Records to process ::

════

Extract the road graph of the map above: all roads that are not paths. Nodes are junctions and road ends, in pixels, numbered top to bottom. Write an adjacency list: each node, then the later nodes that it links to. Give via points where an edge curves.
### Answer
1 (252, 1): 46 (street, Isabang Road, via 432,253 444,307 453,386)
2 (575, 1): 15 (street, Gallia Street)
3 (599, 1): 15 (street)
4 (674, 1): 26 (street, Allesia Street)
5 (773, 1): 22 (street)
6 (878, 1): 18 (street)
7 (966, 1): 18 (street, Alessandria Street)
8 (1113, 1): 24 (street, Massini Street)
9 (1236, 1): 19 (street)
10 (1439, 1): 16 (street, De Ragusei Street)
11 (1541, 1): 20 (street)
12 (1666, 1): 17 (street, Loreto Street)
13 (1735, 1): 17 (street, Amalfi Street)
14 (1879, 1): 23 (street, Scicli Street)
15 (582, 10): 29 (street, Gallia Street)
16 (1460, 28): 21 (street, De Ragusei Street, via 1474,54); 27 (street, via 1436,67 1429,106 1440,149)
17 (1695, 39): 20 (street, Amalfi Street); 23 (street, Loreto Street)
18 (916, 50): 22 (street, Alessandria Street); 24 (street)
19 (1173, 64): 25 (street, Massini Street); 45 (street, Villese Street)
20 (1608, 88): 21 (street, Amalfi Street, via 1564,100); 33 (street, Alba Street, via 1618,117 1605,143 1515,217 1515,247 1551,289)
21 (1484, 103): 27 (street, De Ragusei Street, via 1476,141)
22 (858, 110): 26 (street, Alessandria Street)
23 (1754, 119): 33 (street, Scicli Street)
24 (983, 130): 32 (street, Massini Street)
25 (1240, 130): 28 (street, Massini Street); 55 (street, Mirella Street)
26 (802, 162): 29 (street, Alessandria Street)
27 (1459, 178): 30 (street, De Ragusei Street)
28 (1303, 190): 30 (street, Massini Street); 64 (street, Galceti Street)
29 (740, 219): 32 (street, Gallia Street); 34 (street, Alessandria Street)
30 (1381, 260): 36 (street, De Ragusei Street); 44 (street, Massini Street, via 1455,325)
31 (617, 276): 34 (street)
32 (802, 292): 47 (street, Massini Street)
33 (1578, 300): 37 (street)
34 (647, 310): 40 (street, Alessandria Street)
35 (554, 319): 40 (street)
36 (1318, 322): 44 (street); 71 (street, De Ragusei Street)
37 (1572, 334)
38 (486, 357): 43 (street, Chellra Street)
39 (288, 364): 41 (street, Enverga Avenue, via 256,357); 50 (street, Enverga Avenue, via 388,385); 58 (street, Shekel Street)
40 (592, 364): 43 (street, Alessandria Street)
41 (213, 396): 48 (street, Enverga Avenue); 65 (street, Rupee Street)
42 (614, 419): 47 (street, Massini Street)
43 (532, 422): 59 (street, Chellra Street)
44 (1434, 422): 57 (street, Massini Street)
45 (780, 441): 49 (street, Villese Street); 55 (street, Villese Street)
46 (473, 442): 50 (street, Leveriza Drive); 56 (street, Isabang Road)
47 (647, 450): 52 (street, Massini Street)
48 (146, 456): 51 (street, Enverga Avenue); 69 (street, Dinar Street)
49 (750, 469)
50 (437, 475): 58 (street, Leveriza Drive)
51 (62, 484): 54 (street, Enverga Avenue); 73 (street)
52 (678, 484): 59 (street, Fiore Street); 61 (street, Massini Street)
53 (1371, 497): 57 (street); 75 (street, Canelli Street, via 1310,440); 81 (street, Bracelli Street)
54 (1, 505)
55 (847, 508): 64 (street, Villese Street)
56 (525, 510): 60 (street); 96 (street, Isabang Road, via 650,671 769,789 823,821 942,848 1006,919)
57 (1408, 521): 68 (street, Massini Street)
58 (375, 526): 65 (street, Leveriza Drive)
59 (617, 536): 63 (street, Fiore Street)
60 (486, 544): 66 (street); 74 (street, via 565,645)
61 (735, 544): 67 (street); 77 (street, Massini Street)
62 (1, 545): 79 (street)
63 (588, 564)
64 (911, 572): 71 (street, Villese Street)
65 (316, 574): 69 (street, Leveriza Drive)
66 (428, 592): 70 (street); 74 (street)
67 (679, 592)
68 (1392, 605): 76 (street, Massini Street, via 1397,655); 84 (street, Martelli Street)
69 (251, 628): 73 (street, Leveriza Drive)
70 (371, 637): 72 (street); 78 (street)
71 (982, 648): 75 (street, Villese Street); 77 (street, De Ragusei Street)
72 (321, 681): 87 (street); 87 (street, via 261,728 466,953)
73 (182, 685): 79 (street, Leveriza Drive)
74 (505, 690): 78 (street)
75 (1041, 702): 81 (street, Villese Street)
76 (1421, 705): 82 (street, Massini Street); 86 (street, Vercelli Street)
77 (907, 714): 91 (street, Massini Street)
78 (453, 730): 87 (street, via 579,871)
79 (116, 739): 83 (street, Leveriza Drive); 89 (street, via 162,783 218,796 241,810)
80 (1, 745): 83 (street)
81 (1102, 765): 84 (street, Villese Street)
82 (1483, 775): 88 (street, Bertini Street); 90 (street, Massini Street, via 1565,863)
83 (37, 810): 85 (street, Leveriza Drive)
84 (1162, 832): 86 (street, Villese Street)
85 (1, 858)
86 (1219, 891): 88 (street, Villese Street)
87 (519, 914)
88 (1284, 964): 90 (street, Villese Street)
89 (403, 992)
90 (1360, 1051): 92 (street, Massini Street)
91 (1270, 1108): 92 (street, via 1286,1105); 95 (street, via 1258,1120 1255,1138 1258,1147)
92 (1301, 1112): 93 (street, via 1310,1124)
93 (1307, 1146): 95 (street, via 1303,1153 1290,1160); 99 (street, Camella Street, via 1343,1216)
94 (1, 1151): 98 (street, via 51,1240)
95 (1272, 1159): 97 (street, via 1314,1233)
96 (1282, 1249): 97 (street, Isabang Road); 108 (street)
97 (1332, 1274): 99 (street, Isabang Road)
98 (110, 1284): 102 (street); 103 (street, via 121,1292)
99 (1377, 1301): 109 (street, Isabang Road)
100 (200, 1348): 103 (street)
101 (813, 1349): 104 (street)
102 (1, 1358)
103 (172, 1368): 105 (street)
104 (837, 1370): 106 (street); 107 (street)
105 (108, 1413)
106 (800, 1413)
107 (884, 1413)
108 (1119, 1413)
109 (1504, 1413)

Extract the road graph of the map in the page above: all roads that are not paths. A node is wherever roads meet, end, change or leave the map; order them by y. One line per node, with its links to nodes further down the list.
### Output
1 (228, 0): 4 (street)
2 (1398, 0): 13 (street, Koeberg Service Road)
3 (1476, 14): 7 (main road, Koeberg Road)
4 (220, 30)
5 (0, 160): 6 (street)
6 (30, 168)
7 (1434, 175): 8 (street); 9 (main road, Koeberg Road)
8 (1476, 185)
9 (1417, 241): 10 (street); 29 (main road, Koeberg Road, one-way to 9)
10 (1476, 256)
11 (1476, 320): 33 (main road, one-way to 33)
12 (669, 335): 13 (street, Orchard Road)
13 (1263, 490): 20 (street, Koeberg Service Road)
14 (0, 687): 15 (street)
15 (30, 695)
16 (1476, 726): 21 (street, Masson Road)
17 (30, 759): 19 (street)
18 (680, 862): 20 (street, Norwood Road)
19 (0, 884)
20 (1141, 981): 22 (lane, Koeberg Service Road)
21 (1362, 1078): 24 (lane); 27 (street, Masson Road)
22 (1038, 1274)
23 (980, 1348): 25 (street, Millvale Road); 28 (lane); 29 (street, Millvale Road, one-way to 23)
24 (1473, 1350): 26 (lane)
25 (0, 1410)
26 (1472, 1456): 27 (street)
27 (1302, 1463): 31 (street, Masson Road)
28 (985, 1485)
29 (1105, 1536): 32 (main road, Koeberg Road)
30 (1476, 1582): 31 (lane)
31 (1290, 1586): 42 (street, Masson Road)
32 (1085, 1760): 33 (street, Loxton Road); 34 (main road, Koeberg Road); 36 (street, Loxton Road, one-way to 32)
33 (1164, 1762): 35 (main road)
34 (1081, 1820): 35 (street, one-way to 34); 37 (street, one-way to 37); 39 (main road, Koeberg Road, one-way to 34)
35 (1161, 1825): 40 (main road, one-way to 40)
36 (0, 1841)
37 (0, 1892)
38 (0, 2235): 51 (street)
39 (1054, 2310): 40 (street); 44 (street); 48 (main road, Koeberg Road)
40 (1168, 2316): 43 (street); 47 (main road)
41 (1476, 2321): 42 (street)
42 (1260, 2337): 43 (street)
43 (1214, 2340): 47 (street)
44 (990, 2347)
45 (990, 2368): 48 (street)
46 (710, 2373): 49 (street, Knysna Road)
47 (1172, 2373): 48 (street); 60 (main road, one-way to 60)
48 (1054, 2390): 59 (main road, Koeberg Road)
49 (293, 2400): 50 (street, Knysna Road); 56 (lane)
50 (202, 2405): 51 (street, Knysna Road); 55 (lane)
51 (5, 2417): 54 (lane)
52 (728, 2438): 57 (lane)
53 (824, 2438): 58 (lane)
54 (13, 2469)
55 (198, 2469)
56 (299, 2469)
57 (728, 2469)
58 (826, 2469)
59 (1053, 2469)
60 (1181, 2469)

════

Task requirements ::
Check each line of the listing for "Service", and copy the ones that hold it.

Result of this exercise ::
2 (1398, 0): 13 (street, Koeberg Service Road)
13 (1263, 490): 20 (street, Koeberg Service Road)
20 (1141, 981): 22 (lane, Koeberg Service Road)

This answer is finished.